Where They’re Headed: Alana Thurston ’16

After she finishes her six-week ecological field and lab work at the Toolik Lake field station in Alaska, Alana Thurston ‘16 will become a laboratory and field technician at Drexel University’s Patrick Center for Environmental Research.

Alana Thurston ’16 is passionate about environmental science and will now follow that passion into the field. The environmental biogeochemistry section of the Patrick Center for Environmental Research, a research department within Drexel University’s Academy of Natural Sciences, has offered Thurston a joint position as a laboratory and field technician. In this new role, she will expand on her three-year experience as an environmental chemistry lab assistant under Associate Professor of Chemistry Helen White, the woman who changed and inspired Thurston’s long-term plans.

“Prior to working with Helen White, I was dead-set on pursuing biology,” says Thurston, who also writes a blog about her scientific endeavors. “However, through studying the lasting effects of crude oil in the Gulf Coast [with her], I began to see how chemical techniques and analysis could be applied to environmental problems, which changed the trajectory of my studies.”

Thurston ended up majoring in chemistry, with a concentration in biochemistry and a minor in environmental studies. In order to broaden her knowledge of environmental science beyond her Bi-Co coursework, she applied to participate in the Semester in Environmental Science program at the Marine Biological Laboratory (MBL), a private international institution affiliated with the University of Chicago and located in Woods Hole, Mass., where she received training in fieldwork, elemental analysis, and independent-research-project designing during her junior year.

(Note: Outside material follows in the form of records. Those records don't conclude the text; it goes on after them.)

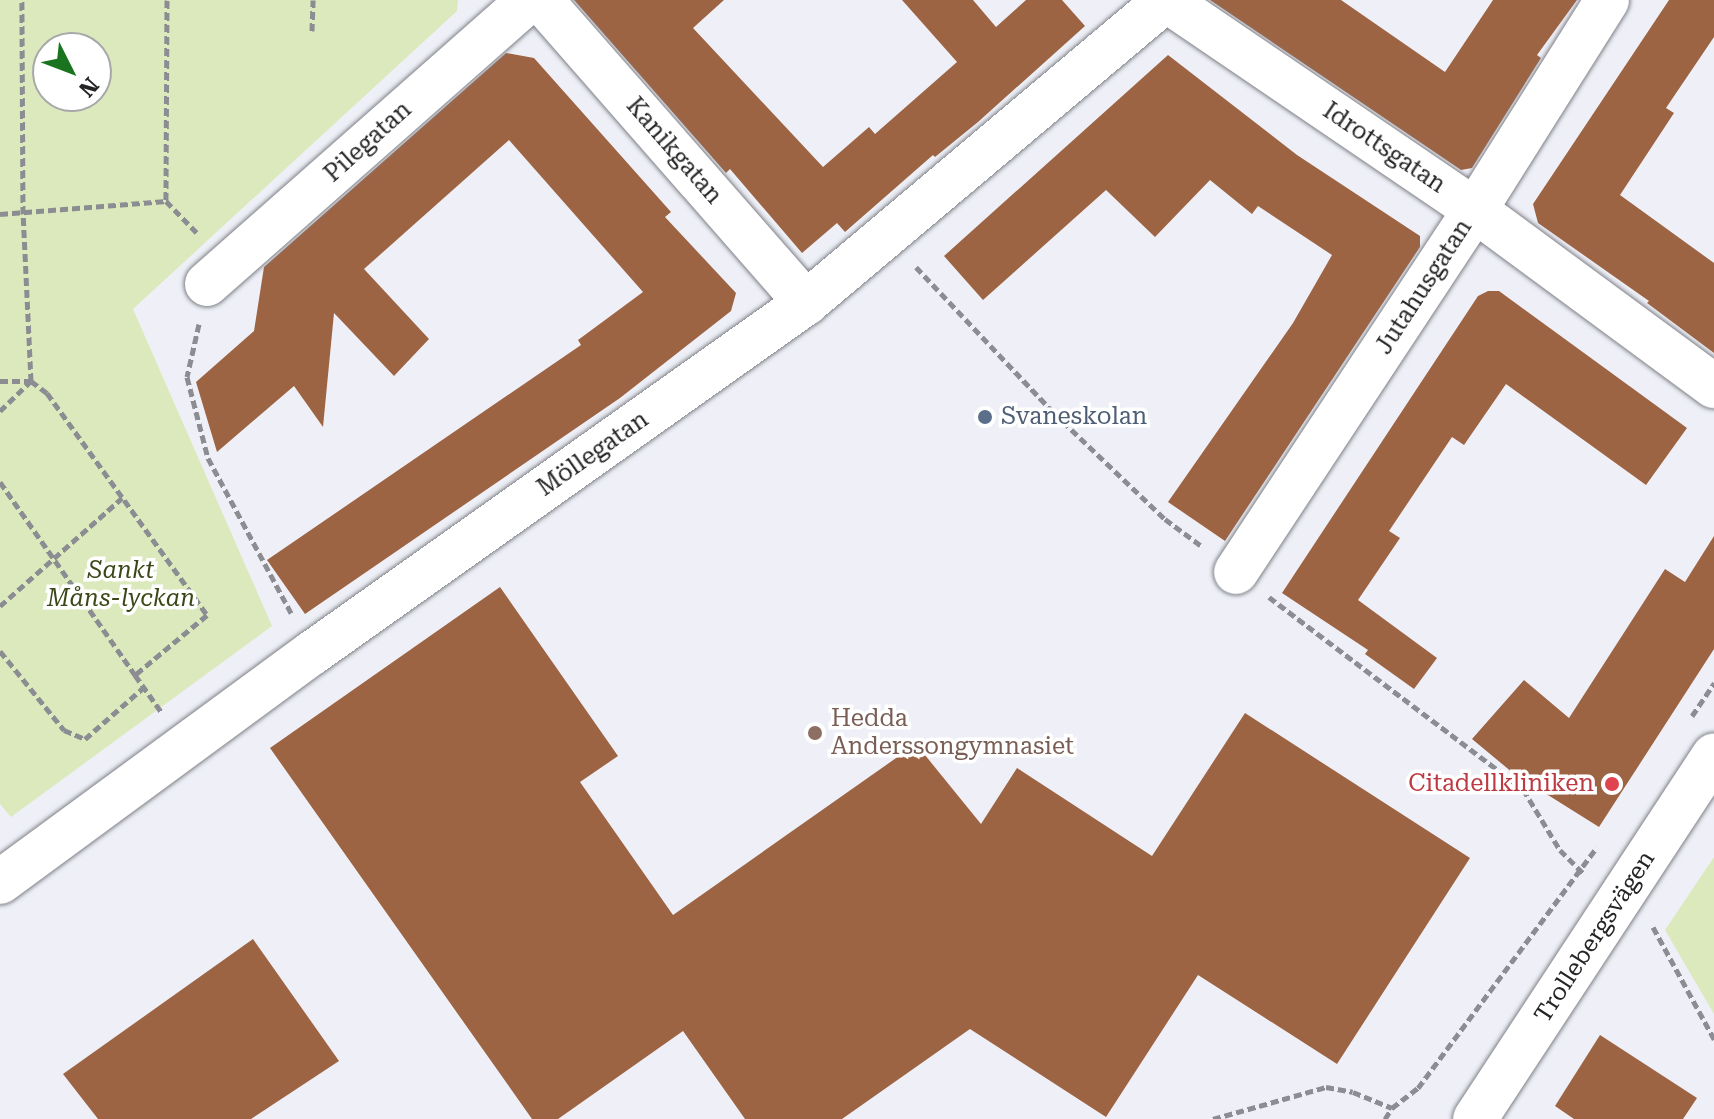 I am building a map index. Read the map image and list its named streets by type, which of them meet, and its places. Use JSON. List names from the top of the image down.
{
  "streets": {
    "street": [
      "Pilegatan",
      "Idrottsgatan",
      "Kanikgatan",
      "Jutahusgatan",
      "Möllegatan",
      "Trollebergsvägen"
    ]
  },
  "crossings": [
    ["Idrottsgatan", "Jutahusgatan"],
    ["Idrottsgatan", "Möllegatan"],
    ["Kanikgatan", "Möllegatan"]
  ],
  "parks": ["Sankt Måns-lyckan"],
  "places": ["Svaneskolan", "Hedda Anderssongymnasiet", "Citadellkliniken"],
  "north": "bottom right"
} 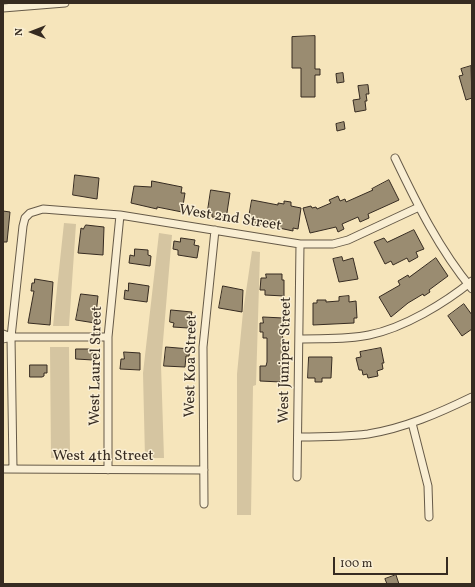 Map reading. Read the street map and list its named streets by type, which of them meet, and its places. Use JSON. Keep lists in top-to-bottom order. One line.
{"streets":{"street":["West 2nd Street","West Juniper Street","West Laurel Street","West Koa Street","West 4th Street"]},"crossings":[["West 2nd Street","West Juniper Street"],["West 2nd Street","West Laurel Street"],["West 2nd Street","West Koa Street"],["West Laurel Street","West 4th Street"],["West Koa Street","West 4th Street"]],"scale_bar":"100 m","north":"left"} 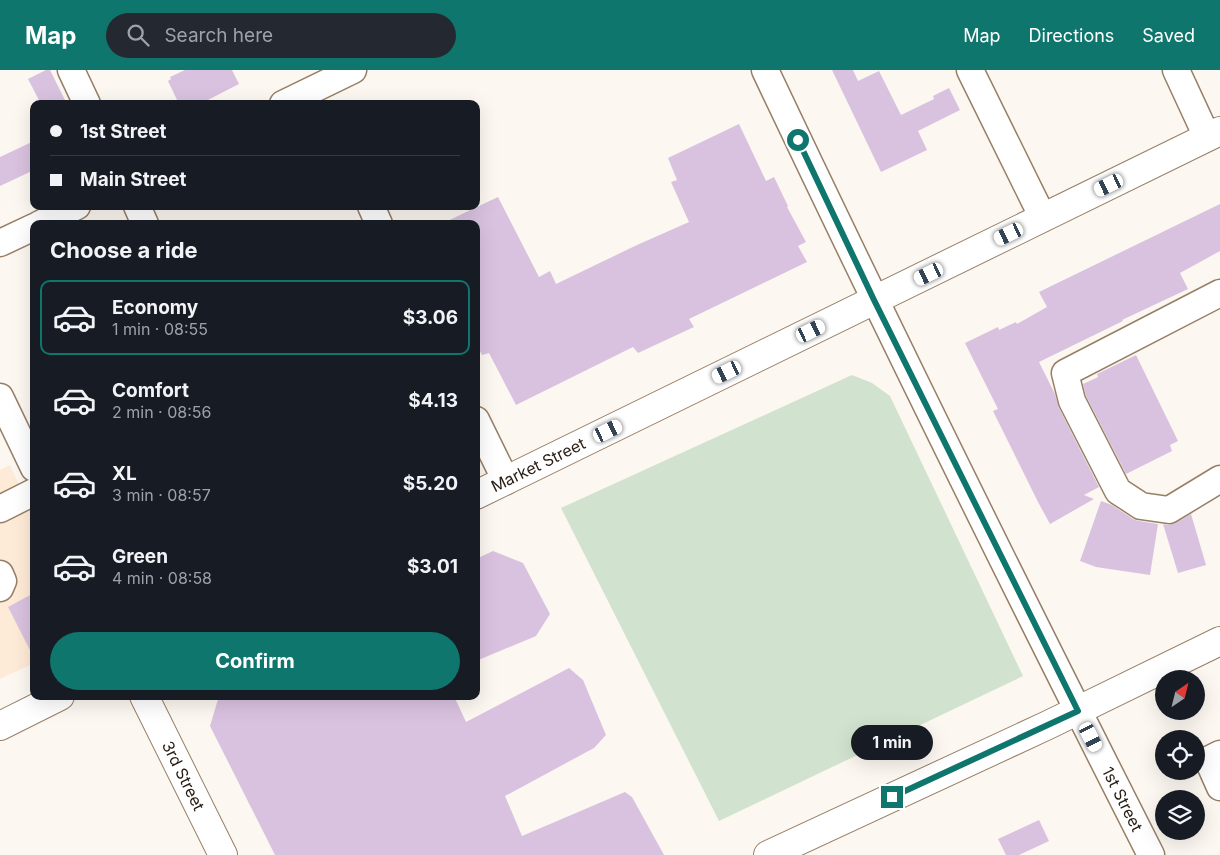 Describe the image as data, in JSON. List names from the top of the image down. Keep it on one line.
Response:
{"streets":{"main road":["Market Street","3rd Street"],"street":["1st Street"]},"crossings":[["Market Street","1st Street"]],"north":"top right","page":{"header":"Map","search":"Search here","nav":["Map","Directions","Saved"],"banner":["1st Street","Main Street"],"heading":"Choose a ride","list":[{"name":"Economy","note":"1 min · 08:55","value":"$3.06"},{"name":"Comfort","note":"2 min · 08:56","value":"$4.13"},{"name":"XL","note":"3 min · 08:57","value":"$5.20"},{"name":"Green","note":"4 min · 08:58","value":"$3.01"}],"buttons":"Confirm","bubble":"1 min"}} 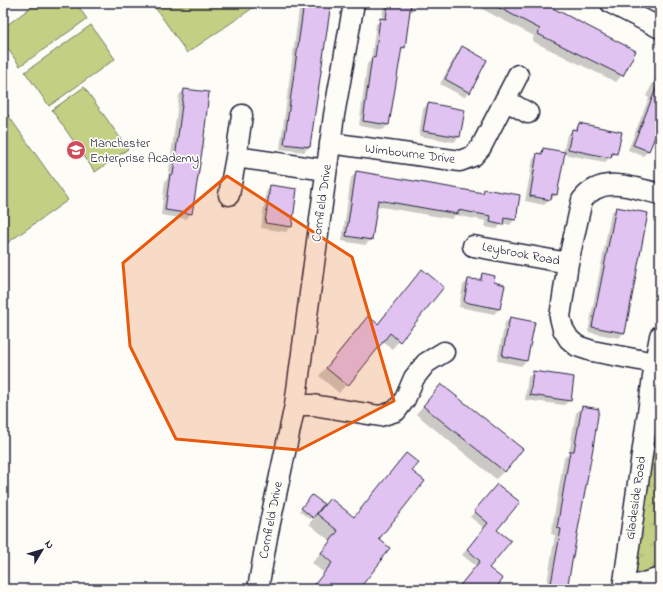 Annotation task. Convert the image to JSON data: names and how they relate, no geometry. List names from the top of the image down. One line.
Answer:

Thurston is confident that the experience she acquired at both Haverford and the MBL will help her thrive in her new position. She will be preparing and processing samples from the National Ecological Observatory Network to measure for chlorophyll a, phosphorus, and isotope composition, among other things, and she will collect water, sediment, and plant samples from wetlands and streams in the Delaware and Anacostia rivers.

But the position offers one more perk: exposure to marsh and stream ecosystems.  “The majority of my fieldwork has taken place in New England hardwood forests,” she says, “and so I was also hoping to gain experience in a new ecosystem during this time.”

She will experience another new ecosystem this summer, too, when she studies the impact of a warmer arctic climate on vegetation at a long-term ecological research site at the Toolik Lake field station in Alaska. She is part of a lab group that is trying to determine the adaptability of sedge plant populations in response to slight climate changes, which will help them make predictions about whether they could withstand increasingly warm temperatures. If not, they may be gradually replaced by shrubs—a process which, as documentation proves, has already started. Though this job was originally a six-month research position, Thurston was able to seek out extra funding to join the team for six weeks only, and, luckily, the Patrick Center was willing to postpone her first day of work so she could pursue this opportunity.

Thurston hopes that these diverse, new research experiences will help her determine which specific area of the field of environmental science she will eventually specialize in, in graduate school and beyond.

“Right now my studies and lab experiences are all over the place—ranging from studying the degradation of crude oil to the response of terrestrial fungi to warming temperatures,” Thurston says. “I hope that this experience will give me the chance to learn new techniques and make new connections, while also allowing me to reflect on the research I’ve done up until now and start making critical decisions on what I want to do in the future.”

 

“Where They’re Headed” is a blog series reporting on the post-collegiate plans of recent Haverford graduates.